Records contained in a dataset:
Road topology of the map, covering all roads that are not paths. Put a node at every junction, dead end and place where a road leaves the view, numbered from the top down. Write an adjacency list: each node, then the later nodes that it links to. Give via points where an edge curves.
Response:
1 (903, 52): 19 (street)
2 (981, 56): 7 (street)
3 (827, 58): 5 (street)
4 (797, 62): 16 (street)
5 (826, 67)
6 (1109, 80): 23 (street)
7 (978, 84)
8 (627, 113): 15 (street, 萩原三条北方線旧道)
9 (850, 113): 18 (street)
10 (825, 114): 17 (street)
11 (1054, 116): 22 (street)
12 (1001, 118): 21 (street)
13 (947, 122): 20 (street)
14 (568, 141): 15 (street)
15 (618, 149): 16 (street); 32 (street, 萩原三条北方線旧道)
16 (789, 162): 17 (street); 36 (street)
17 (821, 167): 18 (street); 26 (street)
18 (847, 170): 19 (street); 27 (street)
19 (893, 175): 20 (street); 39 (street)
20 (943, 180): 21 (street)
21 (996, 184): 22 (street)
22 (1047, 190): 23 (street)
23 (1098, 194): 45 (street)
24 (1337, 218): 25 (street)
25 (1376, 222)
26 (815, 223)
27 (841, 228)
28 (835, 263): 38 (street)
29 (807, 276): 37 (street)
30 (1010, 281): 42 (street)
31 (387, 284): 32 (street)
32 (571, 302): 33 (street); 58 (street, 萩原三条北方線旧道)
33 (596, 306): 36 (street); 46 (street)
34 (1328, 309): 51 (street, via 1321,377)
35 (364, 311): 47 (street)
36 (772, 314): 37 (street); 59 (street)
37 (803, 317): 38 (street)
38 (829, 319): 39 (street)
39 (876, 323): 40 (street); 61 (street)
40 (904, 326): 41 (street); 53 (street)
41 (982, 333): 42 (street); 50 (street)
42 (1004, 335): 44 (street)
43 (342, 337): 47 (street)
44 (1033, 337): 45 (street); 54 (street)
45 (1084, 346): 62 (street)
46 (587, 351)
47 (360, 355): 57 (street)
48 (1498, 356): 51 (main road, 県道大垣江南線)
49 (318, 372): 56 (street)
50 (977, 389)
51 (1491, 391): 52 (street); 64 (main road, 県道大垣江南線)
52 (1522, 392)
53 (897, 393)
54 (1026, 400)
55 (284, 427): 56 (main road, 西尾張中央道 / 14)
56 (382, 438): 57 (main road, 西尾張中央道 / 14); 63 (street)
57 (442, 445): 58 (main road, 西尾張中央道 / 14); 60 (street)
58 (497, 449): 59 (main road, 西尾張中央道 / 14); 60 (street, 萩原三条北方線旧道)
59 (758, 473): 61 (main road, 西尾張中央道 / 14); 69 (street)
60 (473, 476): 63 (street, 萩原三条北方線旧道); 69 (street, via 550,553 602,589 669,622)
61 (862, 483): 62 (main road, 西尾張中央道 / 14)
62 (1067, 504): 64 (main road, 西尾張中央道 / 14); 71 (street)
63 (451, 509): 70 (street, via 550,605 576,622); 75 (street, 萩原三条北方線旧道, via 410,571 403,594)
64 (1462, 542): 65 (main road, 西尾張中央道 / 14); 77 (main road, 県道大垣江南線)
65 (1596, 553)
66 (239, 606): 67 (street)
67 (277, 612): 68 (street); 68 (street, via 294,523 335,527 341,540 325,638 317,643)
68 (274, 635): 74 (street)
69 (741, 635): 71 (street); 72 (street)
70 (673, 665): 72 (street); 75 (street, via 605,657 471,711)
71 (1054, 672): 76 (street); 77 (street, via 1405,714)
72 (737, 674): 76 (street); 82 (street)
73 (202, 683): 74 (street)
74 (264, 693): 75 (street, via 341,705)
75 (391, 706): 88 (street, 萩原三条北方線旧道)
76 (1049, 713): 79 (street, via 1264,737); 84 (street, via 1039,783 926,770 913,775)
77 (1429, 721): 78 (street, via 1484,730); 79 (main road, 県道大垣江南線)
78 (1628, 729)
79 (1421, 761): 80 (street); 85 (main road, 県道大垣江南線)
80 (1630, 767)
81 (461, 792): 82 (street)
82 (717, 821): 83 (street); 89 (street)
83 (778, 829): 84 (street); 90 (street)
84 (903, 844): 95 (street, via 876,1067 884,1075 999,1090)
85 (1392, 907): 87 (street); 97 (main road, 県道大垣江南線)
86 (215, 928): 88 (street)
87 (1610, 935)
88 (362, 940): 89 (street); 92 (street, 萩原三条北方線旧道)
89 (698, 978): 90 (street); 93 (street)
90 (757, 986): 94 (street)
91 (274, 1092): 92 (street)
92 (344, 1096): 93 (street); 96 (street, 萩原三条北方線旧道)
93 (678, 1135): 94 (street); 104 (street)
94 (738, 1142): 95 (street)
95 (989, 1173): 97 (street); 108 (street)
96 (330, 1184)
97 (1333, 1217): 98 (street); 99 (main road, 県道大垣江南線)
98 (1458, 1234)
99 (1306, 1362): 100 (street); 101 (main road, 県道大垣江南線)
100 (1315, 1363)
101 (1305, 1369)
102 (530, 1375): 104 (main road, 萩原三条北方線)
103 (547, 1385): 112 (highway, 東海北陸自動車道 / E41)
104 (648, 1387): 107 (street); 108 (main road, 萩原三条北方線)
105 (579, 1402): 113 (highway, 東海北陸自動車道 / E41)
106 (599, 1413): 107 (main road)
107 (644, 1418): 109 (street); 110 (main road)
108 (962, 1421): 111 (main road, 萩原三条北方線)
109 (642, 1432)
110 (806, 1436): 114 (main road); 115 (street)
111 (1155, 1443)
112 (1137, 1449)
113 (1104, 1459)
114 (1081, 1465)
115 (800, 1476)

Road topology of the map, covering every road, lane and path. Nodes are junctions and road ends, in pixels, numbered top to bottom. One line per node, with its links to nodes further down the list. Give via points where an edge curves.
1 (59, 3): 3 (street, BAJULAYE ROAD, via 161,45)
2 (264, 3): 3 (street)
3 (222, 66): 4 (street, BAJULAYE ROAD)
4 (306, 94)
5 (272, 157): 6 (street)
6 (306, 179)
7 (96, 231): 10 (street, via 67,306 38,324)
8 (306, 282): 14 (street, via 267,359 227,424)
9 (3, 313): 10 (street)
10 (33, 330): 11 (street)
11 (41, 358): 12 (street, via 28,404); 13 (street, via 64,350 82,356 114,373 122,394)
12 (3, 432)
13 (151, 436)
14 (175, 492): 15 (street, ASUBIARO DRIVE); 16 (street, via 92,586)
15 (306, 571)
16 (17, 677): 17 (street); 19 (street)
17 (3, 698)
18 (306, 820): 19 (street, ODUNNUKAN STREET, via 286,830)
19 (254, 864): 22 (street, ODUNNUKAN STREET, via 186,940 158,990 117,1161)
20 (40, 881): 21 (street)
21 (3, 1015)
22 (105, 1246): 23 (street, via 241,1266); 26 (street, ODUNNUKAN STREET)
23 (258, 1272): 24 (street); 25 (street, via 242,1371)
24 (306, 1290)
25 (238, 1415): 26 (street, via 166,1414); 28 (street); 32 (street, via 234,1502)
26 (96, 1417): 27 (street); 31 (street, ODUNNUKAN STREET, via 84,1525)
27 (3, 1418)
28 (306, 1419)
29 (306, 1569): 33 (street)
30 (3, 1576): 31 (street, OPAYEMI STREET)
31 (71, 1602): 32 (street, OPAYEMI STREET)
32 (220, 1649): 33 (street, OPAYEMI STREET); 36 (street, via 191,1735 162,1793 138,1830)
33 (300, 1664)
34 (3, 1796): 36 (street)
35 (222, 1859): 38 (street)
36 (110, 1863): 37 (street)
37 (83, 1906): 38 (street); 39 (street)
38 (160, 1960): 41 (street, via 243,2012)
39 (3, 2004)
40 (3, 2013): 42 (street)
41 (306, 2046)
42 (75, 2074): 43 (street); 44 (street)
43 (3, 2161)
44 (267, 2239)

§ **WHAT TO WORK ON**: Look through the data and gather every line with the string "県道大垣江南線" in it.

§ **ANSWER SPACE**:
48 (1498, 356): 51 (main road, 県道大垣江南線)
51 (1491, 391): 52 (street); 64 (main road, 県道大垣江南線)
64 (1462, 542): 65 (main road, 西尾張中央道 / 14); 77 (main road, 県道大垣江南線)
77 (1429, 721): 78 (street, via 1484,730); 79 (main road, 県道大垣江南線)
79 (1421, 761): 80 (street); 85 (main road, 県道大垣江南線)
85 (1392, 907): 87 (street); 97 (main road, 県道大垣江南線)
97 (1333, 1217): 98 (street); 99 (main road, 県道大垣江南線)
99 (1306, 1362): 100 (street); 101 (main road, 県道大垣江南線)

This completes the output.